1. prepare LB broth powder
2. add 500mL of DW on LB broth powder using mass cylinder
3. stir with magnetic bar
4. do autoclave
5. cool down LB culture medium
6. store it in cylinder (100mL * 2)
7. add ampicillin(1000x) to one of cylinder : 100uL / 100mL
8. put FGFR into the cylinder that contains E.coli in ampicillin, and add STAT in other cylinder
9. store these two cylinders at 37℃ and 200 rpm condition

Tomorrow we will extract DNA from today's products. And we decided to make a individual experimental note and keep record of our individual works.

August 20

we went to KIB for cell lysis & DNA extraction.

1. put 45mL of STAT1 solution into a cornical tube, put 45mL of FGFR solution into the other cornical tube.
2. add 6mL of SolutionI, then do vortexing.
3. add 6mL of SolutionII, then shake and roll.
4. add 6mL of SolutionIII, then shake and roll.
5. put each STAT1, FGFR solution in first column (10 min).
6. put 4mL of equilibrium buffer(QBT) into the second buffer.
7. put solution that passed by first column into second column.
8. add 20mL of washing buffer to the second column.
9. add 5mL of elution buffer to the second column.
10. add 5mL of isopropane in second column (5 min).
11. push the piston for DNA condensation
12. add TE buffer for elution
13. check DNA concentration using machine

After DNA extraction, we went to CMS builing for gel electrophoresis.

1. prepare 1.2% of agarose gel, 0.5x TAE buffer
2. mix 1.5uL of STAT1, FGFR sample and 1uL of loading buffer
3. loading STAT1, FGFR, DNA marker (100V, (-)→(+))

We liked STAT1, FGFR DNA sample, and we will give these samples to bioneer next week.

August 26

We went to Bioneer for communication.
Communicated topic

1. Primer

   We requested primer synthesis.

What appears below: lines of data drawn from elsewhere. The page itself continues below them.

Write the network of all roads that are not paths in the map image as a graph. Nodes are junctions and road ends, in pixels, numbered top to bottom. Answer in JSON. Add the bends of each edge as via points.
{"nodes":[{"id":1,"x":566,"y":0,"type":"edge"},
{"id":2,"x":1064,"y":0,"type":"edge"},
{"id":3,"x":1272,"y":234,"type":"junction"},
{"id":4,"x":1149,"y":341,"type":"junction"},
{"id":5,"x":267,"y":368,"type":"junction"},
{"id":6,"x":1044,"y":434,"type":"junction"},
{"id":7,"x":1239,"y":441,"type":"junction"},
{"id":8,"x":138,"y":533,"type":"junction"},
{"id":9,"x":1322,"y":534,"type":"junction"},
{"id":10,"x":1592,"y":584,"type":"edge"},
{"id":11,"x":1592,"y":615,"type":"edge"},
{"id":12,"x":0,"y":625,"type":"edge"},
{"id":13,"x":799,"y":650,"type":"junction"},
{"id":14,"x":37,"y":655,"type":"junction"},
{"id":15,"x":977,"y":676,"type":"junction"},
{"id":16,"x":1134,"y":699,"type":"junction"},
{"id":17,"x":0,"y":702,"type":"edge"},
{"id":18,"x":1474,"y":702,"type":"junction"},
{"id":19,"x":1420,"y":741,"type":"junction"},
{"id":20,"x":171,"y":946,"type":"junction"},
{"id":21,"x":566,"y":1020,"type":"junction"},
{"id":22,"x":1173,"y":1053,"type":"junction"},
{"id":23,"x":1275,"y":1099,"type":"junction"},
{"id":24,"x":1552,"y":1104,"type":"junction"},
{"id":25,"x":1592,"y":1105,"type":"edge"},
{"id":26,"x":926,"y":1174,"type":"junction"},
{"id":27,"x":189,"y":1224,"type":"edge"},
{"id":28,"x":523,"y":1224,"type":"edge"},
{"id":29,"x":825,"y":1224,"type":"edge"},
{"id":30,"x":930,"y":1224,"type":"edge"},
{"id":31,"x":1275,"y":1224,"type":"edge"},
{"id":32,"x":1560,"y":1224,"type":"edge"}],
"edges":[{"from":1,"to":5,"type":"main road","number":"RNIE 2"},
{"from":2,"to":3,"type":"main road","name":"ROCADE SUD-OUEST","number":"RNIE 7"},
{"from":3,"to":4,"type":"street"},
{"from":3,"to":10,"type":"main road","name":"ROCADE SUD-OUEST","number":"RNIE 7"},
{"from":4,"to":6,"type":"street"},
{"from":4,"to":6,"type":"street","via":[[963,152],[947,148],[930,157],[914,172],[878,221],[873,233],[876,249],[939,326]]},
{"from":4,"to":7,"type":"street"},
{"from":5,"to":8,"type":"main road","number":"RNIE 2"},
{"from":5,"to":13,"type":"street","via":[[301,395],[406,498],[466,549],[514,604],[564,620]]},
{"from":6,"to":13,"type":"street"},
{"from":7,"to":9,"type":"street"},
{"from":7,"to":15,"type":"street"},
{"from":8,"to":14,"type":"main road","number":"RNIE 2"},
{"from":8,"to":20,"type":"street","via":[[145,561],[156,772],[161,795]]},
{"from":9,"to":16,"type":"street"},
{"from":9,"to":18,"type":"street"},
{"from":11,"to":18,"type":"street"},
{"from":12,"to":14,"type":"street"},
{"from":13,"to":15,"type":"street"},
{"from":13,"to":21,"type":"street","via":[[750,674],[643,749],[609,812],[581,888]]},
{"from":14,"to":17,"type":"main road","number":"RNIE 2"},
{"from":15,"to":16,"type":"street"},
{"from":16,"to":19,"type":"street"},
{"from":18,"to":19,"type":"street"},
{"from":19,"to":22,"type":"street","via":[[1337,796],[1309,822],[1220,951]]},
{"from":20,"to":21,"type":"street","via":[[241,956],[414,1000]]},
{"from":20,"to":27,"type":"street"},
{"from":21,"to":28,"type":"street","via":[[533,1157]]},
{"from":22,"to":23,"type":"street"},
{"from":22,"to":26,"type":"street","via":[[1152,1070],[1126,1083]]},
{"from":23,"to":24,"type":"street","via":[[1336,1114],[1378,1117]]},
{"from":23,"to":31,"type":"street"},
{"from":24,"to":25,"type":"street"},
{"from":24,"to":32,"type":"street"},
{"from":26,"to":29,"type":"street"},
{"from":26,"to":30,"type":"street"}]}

But our list of requested primer was hard for them to recognize. Therefore they asked us to change and organize our request form.

2. TA cloning

   They asked us if we can do TA cloning in our lab. And we answered that we have no system that can manage TA cloning. Today, they offered us that they can do TA cloning for us. TA cloning is one additional way to store genes in safe way.

3. Vector

   We tell them that SAL1 is the only one that can be used in STAT1 cloning. But it is safe to have two enzyme sites. Therefore we need to check other enzyme sites such as BamH1, Sal1.

4. pT218UHA12 vector

   It is a way to change selection marker. Selection marker can be used first in this vector. Then after culture, we need to culture it in 5-FOA medium. Then selection marker can be deleted. If we use this method, we can use one selection marker twice, and this allow us to pick more vector in large choice.